In 1936, the top marginal tax rate was 79% for everyone making over $5M. For that top group, it never dropped below 70% for 44 years—the most prosperous years in our history, from 1936 until 1981. During those years, our grandparents and parents worked hard, fought wars, bought homes, and could afford to send their children to college—many for the first time ever. Their generations overcame the Great Depression and they wanted to be sure that we never suffered through anything like it. America was prosperous. Businesses were flourishing, the middle class had secure jobs with pensions and insurance, and the poor had safety nets to help when times were tough.

By 1988, anyone making from $29,750 to infinity was taxed at 28%--the lowest since 1931. Sounds good at first, doesn’t it? During the ensuing two decades, though, corporate taxes rates dropped, tax loopholes abounded, regulations were repealed (or ignored), taxes for the richest of the rich were at an all-time low since the Great Depression, and corporate greed ran rampant. Hoover’s old ideas rebounded and the private sector was sold as the economy’s savior.

The poor and the middle class have been duped before, and they’re trying to do it again. From the late 1930’s until recently, we all thought we could achieve the American Dream. That dream has become a nightmare of massive unemployment, home foreclosures, threats to Social Security and Medicare, pension funds decimated by unscrupulous corporations, intimidation of unions that helped us make livable wages with decent hours and safe workplaces, attacks on public education for our children, and absolutely no plans for investing in our country’s infrastructure or its citizens.
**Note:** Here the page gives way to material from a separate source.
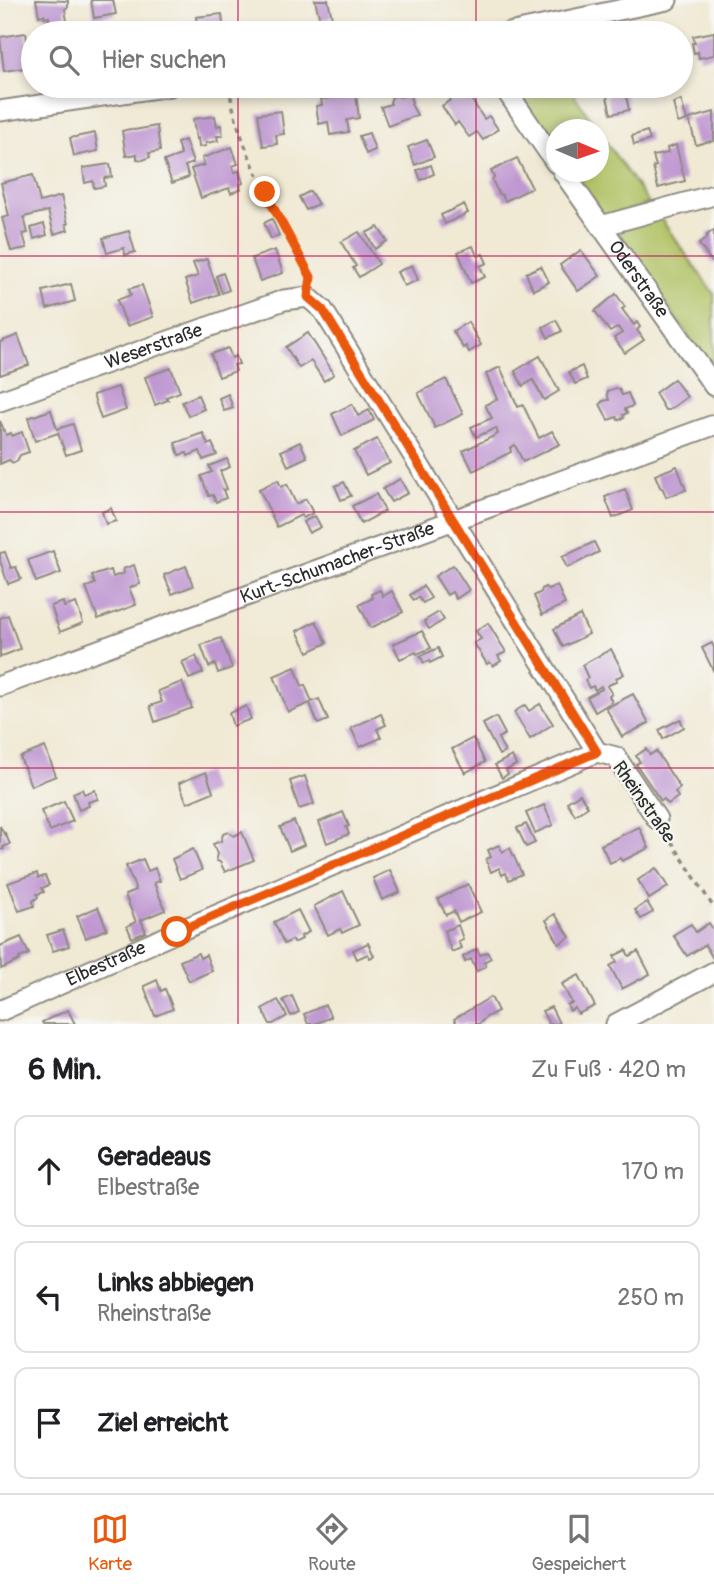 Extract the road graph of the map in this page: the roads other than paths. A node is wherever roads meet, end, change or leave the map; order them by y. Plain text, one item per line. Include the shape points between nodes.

When will we learn from history? When will we again stand up against the rich who disdain us? When will we return to our moral standards? Our country’s most vulnerable citizens deserve the safety nets we put into place long ago. The poor and middle class must be allowed to aspire to latch onto a realistic dream again. Oppression is not what our forefathers wanted for us. They never intended for corporations, with their sham organizations, to be able to buy elections. They never envisioned a country where people who work hard and were loyal to their employers could suddenly find themselves without jobs or homes or savings.

We cannot allow them to divide us. We must stand firm for our futures. We can do it, but not if we allow them to frame their message so that we fight amongst ourselves. Reaganomics didn’t work before and it won’t now. Taking away our safety nets—Social Security, Medicare, affordable health insurance, livable wages, pensions, bargaining rights, unemployment insurance, protection from unsafe work environments, polluted air and water, unsafe food or drugs, banks and other entities that take advantage of us, and regulations that protect consumers will not help us. Those things will help the rich who own corporations make more money without being responsible for the damages they leave behind. We’ll be left unprotected, unemployed, uninsured, and homeless.

Americans have, traditionally, been empathetic toward their less fortunate neighbors and have willingly paid our fair share so that the government would supply a safety net for people who are hurting. That empathy still exists and those of us who have been more blessed are happy to share what little we have left with others. Throughout history, the most generous have been those who have the least. We may not have much left except our empathy and our support. Let’s share it now. Stand tall for those of us who stand to lose the most, which is the majority of us.

"The most effectual means of preventing the perversion of power into tyranny are to illuminate, as far as practicable, the minds of the people at large, and more especially to give them knowledge of those facts which history exhibits, that possessed thereby of the experience of other ages and countries, they may be enabled to know ambition under all its shapes, and prompt to exert their natural powers to defeat its purposes." --Thomas Jefferson, 1779.

Our moral dilemma is before us. Will we stand up for the poor and the middle class or will we sit idly by and allow ourselves, our friends and families to return to what our forefathers fled?